To resolve this problem, we have developed a novel parallel syntax-directed method of general DFA that tames goto/label. The proposed method is built upon Tarjan’s algebraic formalization [Tar81a] of DFA. First, our method summarizes the syntax-directed data flow in a bottom-up parallel sweep of a given AST, while detaching the goto-derived data flow and constructing a compact system of linear equations that represent it. Next, we obtain the summary of the goto-derived data flow by solving the system.

Lastly, we merge the syntax-directed data flow with the goto-derived flow. Our method is particularly useful for programs containing few goto/label statements because the divide and conquer over a given AST is applied to the most part of DFA. We can assume such an input thanks to the popularity of structured programming. Furthermore, our method guarantees asymptotically linear speedup.

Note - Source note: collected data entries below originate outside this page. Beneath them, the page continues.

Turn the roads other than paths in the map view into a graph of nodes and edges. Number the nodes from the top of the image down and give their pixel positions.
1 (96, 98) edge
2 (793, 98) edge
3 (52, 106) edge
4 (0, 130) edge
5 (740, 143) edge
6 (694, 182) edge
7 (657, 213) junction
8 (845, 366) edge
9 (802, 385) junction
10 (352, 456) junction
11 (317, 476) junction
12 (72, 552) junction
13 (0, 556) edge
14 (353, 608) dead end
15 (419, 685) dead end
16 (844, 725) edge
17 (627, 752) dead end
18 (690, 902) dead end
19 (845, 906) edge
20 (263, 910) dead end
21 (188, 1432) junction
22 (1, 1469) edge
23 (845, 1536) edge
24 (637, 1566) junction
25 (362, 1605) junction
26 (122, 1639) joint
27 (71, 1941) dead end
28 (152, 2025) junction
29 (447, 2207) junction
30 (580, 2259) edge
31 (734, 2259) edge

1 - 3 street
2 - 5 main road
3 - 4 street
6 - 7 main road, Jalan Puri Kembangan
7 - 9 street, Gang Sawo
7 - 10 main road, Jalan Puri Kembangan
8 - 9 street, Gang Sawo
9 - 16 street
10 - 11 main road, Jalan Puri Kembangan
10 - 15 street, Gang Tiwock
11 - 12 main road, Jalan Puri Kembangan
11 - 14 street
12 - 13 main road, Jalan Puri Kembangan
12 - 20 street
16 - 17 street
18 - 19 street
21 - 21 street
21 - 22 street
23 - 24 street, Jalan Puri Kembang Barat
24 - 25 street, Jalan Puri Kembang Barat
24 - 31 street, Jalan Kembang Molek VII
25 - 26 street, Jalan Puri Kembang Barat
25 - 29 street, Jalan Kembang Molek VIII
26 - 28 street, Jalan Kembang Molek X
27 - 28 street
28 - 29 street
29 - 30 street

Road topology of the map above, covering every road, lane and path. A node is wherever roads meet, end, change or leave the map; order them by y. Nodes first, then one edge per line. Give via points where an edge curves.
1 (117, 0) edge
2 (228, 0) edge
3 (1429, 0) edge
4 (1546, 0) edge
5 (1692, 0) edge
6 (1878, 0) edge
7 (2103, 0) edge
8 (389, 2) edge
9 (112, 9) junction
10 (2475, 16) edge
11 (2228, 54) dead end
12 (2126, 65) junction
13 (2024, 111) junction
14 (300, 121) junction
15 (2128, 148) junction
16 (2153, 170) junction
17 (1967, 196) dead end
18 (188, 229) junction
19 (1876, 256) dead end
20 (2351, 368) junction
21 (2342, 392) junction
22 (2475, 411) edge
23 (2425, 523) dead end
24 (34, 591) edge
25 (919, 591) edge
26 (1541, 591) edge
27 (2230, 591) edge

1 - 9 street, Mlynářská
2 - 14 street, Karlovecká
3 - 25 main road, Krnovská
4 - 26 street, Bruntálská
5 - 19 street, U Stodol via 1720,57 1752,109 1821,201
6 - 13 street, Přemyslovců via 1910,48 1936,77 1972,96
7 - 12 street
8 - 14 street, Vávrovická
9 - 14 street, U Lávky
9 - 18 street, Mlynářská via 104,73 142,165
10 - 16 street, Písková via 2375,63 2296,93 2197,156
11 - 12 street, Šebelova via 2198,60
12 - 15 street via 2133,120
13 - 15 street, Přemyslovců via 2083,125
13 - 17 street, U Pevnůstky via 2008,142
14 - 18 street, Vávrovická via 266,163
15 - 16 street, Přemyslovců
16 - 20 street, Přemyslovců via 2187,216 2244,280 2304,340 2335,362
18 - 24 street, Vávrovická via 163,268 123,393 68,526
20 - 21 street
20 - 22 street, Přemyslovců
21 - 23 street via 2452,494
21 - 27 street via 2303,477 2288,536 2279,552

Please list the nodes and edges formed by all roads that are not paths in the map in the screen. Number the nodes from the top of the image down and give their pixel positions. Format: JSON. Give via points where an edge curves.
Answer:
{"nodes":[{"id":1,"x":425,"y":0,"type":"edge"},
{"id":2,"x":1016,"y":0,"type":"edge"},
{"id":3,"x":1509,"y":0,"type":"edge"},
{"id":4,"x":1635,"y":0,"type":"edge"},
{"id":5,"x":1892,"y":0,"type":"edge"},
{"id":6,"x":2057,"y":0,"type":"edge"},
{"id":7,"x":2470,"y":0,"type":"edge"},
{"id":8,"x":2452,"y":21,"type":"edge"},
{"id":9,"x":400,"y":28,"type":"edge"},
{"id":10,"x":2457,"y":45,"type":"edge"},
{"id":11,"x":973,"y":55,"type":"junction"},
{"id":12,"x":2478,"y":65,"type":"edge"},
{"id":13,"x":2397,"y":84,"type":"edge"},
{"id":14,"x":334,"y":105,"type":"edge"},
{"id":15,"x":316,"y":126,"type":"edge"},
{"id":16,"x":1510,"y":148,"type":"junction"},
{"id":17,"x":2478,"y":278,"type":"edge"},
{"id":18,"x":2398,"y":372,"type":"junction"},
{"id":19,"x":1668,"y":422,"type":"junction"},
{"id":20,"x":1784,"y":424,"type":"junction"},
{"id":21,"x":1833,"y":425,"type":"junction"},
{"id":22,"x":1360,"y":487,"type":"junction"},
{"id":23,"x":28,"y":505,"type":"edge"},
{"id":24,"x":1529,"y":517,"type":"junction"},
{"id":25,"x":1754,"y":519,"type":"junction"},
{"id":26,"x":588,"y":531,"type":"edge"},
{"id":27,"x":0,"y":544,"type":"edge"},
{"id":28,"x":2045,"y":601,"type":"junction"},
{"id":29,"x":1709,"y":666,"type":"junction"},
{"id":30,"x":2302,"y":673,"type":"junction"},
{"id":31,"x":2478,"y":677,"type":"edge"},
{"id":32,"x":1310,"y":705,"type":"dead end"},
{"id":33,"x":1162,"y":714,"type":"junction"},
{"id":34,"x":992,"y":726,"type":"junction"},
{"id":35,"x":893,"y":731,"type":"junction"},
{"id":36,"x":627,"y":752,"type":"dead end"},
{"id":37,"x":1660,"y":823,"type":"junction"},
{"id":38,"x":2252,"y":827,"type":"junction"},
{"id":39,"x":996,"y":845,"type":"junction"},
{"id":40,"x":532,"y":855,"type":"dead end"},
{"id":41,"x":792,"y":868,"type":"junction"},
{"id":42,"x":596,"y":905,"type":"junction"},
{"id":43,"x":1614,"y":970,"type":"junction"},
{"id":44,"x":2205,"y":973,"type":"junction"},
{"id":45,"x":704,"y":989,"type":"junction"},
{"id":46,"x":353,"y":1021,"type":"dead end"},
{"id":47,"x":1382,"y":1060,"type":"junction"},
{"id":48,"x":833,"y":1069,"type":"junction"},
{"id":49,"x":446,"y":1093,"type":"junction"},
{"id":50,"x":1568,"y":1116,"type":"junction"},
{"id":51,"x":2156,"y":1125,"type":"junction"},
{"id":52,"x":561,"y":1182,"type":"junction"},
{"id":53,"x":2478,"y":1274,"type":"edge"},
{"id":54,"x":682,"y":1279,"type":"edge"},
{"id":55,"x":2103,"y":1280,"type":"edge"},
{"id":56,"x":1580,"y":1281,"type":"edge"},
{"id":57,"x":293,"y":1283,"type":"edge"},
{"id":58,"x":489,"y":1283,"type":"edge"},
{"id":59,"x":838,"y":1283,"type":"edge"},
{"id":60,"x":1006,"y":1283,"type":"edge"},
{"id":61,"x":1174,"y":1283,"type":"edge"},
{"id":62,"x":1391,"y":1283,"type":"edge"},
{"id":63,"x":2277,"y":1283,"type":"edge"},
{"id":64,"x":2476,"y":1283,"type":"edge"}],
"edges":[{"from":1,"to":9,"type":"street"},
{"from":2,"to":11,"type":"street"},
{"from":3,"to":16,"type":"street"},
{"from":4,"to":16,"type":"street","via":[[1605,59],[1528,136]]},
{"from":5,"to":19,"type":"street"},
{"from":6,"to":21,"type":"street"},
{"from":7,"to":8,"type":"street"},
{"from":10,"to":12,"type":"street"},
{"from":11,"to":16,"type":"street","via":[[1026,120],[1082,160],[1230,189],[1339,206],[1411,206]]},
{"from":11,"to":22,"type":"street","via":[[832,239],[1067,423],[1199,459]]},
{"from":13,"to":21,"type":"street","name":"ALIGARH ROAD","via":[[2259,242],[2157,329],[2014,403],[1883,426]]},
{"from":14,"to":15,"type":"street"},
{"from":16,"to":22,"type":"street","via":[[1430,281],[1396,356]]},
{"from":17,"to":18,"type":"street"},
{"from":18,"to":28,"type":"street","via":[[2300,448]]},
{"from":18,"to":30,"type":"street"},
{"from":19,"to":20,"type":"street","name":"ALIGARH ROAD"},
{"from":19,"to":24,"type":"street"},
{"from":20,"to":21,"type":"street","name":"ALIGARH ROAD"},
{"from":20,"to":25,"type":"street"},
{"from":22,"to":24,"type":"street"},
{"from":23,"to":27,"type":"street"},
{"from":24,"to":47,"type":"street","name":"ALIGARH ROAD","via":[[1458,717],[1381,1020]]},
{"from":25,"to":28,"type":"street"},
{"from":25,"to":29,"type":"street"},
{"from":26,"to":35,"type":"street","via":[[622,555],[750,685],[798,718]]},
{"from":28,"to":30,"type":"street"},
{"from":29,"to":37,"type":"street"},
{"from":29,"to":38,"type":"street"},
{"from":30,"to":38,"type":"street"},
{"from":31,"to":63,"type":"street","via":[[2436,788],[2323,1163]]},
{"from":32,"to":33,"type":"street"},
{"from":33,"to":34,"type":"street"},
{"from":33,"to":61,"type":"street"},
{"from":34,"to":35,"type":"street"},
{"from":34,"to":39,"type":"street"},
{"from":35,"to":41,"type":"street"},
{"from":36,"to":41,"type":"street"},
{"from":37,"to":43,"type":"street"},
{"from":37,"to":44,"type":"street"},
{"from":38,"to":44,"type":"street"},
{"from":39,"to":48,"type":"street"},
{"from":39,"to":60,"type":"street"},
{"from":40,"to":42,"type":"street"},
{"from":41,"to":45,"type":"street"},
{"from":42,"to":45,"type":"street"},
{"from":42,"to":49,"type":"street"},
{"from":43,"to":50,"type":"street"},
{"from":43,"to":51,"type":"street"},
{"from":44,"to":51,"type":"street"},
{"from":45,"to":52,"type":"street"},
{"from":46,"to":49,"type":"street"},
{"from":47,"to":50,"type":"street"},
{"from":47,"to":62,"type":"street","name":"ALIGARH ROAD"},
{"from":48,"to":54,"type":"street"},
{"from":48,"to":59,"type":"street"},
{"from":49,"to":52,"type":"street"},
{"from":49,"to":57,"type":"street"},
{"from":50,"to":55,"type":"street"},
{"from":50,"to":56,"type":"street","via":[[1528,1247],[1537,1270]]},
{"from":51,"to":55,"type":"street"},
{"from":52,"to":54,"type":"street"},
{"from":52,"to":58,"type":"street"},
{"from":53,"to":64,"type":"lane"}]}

The following are our two major contributions:

We have developed a novel syntax-directed divide-and-conquer parallel method of DFA based on Tarjan’s formalization [Tar81a] (Section 7.3). The essence of our method is to detach the goto-derived data flow and calculate it afterward. Our method guarantees asymptotically linear speedup.

We have also developed a practical technique to enhance our DFA method on the basis of the notion of interval analysis [AC76, Tar81b] (Section 7.4). Our technique will reduce the constant factors of our method for usual input programs.

We have demonstrated the feasibility of our method experimentally through prototype implementa-tions on a C compiler (Section 7.5). Our parallel prototype achieved a significant speedup and our sequential prototype achieved reasonable performance compared to the standard implementation.